Tate forges new international partnerships in the Middle East, Latin America and Asia


Tate today announced important new international networks, building links with artists, curators and organisations in the Middle East, Latin America and Asia. Tate also announced today the launch of two new Acquisitions Committees focusing on Russia & Eastern Europe and South Asia. To reflect changing global perspectives, Tate’s aim is to build the collection from as wide a geographical reach as possible, to deepen knowledge through international research and exchange expertise with colleagues in museums and visual art organisations across the world.

These new relationships include an ambitious curatorial partnership in Brazil and a museum training programme to support the National Museum of Oman.

Since 2000, Tate has been working to extend the collection by acquiring works from beyond Europe and north America. To do this we have been building Acquisitions Committees with knowledge of modern and contemporary art in the Middle East and North Africa (MENAAC), the Asia-Pacific (APAC), Africa (AAC) and Latin America (LAAC). We have recently launched two new Acquisitions Committees focusing on Russia & Eastern Europe (REEAC) and South Asia (SAAC), bringing Tate the most extensive network of global patrons of any museum.

A number of key recent acquisitions went on display this year at Tate’s galleries.
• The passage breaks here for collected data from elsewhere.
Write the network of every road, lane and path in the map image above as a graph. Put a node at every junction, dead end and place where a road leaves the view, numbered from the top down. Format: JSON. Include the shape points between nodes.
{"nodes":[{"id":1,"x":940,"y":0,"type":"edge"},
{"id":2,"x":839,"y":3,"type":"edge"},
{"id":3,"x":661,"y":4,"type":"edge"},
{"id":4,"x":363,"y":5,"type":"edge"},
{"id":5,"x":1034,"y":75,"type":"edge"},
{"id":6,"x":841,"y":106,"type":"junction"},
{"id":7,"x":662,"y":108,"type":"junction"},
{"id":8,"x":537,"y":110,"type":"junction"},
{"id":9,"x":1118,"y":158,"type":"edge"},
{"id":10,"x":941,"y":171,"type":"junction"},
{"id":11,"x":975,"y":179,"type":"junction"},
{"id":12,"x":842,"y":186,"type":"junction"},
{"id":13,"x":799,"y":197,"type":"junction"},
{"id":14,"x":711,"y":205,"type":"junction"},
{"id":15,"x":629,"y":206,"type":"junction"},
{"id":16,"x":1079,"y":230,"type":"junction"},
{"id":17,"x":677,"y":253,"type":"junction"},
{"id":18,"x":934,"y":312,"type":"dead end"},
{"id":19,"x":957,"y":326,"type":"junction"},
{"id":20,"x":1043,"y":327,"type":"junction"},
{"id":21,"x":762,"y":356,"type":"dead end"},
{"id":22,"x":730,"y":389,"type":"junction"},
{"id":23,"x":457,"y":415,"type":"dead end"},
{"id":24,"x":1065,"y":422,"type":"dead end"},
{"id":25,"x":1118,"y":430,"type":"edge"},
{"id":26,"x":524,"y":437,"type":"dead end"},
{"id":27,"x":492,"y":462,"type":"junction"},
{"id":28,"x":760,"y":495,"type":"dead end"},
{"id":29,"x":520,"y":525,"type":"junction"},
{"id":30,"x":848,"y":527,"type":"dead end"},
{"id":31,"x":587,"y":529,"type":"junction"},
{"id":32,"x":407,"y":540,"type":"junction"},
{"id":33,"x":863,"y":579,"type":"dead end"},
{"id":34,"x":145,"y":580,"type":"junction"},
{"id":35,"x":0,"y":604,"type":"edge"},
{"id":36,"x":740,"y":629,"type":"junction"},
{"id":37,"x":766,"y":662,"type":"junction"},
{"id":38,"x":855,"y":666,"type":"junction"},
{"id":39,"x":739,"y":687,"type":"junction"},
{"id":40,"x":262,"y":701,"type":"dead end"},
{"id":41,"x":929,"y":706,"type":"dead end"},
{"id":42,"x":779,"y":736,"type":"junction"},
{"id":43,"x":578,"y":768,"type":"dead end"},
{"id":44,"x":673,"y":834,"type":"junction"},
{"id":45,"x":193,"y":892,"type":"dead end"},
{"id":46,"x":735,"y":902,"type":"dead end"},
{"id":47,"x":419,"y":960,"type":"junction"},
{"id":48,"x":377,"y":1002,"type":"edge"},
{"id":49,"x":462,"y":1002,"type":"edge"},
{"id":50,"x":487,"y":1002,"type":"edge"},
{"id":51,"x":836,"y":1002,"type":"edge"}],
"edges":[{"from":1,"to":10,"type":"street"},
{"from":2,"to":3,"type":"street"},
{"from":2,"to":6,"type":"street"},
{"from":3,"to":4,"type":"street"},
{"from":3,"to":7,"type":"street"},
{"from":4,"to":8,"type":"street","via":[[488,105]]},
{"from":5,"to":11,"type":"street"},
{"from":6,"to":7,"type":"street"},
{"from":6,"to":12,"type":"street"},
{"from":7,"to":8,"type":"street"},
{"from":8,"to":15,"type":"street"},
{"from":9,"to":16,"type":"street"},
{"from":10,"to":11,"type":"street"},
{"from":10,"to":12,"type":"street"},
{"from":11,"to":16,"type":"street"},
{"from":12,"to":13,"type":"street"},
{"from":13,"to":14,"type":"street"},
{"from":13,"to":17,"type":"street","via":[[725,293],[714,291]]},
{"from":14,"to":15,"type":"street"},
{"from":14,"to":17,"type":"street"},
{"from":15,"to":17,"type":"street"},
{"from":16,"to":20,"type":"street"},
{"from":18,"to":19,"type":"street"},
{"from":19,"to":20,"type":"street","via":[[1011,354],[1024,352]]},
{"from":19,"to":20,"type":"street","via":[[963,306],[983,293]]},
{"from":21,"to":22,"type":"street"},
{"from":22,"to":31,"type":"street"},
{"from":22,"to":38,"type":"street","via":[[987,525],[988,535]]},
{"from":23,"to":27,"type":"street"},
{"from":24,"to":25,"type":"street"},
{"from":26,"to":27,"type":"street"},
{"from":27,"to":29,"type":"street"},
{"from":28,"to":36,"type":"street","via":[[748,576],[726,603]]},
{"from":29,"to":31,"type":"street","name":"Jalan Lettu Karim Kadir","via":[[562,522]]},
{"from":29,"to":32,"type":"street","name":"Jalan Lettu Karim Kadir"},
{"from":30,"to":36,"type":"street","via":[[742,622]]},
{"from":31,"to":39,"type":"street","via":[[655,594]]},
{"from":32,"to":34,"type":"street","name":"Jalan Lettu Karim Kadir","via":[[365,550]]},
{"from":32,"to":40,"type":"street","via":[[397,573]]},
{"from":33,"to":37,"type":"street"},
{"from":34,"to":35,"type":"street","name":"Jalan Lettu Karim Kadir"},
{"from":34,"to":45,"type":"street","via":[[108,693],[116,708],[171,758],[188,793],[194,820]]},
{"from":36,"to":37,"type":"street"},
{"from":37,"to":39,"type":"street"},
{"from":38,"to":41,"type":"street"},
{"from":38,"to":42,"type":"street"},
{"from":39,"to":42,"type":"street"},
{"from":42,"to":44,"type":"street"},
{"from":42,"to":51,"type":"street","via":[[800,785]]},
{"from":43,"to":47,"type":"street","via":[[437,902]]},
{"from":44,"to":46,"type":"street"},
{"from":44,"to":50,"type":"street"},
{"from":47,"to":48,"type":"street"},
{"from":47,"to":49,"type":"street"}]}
These included at Tate Liverpool, Kader Attia’s Untitled (Ghardaia) 2009; at Tate Modern, a display of Saloua Raouda Choucair’s painting and sculptures, Mahmoud Bakhshi Moakhar’s Air Pollution of Iran 2004-6, Susumu Koshimizu’s From Surface to Surface 1971, remade 1986; and at Tate St Ives, Yto Barrada’s Palm Sign 2010. Recent acquisition highlights are Hala Elkoussy’s On red nails, palm trees and other icons – Al Archief (Take 2) 2009, an installation recreating a typical Cairo home; Apichatpong Weerasethakul’s Primitive 2009 which examines racial migration in a Thai border town and Mathias Goeritz’s Message 1959, commissioned for a house in Mexico City designed by Luis Barragan in the 1940s.
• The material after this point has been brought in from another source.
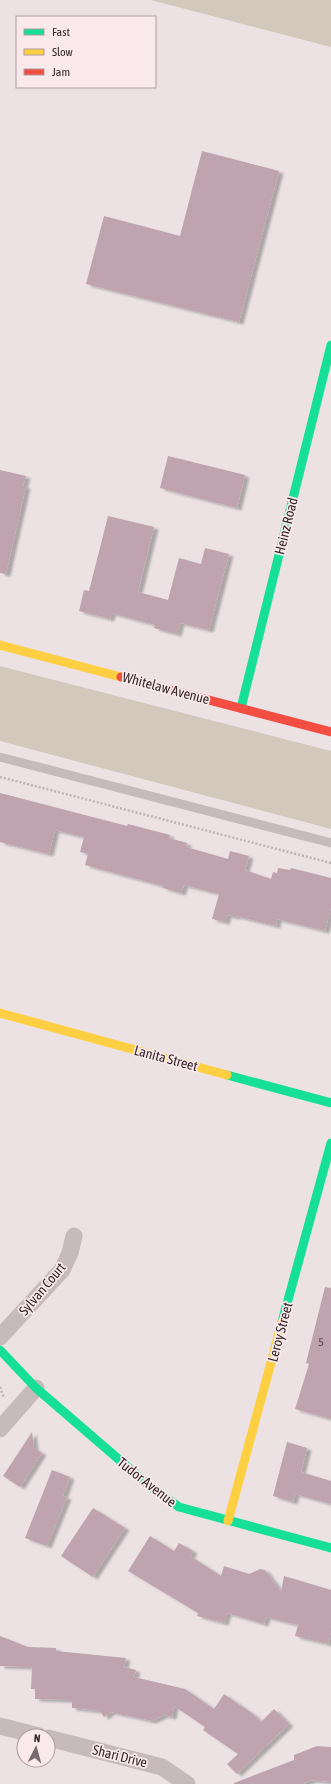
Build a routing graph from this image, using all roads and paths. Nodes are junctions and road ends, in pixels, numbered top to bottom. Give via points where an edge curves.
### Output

Research is at the heart of Tate’s engagement with the Asia-Pacific. This is marked with the launch of Tate Research Centre: Asia-Pacific. A generous grant of $750,000 from the AW Mellon Foundation will support the first three years of the programme, creating an intellectual hub for Tate’s activities in the region and strengthening Tate’s network of institutions and individuals in Asia and beyond. This virtual Research Centre will focus initially on modern and contemporary art in China, Japan and Korea, and broaden to the wider regions of East and Southeast Asia and the Pacific.

Tate has established an enduring partnership with the Pinacoteca do Estado de São Paulo in Brazil, encompassing a number of major collaborative projects, including the jointly curated Mira Schendel exhibition which will open at Tate Modern in 2013 and at Pinacoteca in 2014. Building on the recent successful partnership with Oman, Tate is developing a training programme for staff at the new National Museum in Oman, focused on visitor services, collection management, museum management and learning to be delivered in both Muscat and London in 2013.

Tate’s programme of touring exhibitions continues to grow. We will tour Turner: the Making of a Master to Adelaide, Canberra, Kobe and Tokyo. In 2011/12 Tate’s international loans programme almost doubled with 516 works lent to 25 countries outside the UK, shown at 132 venues.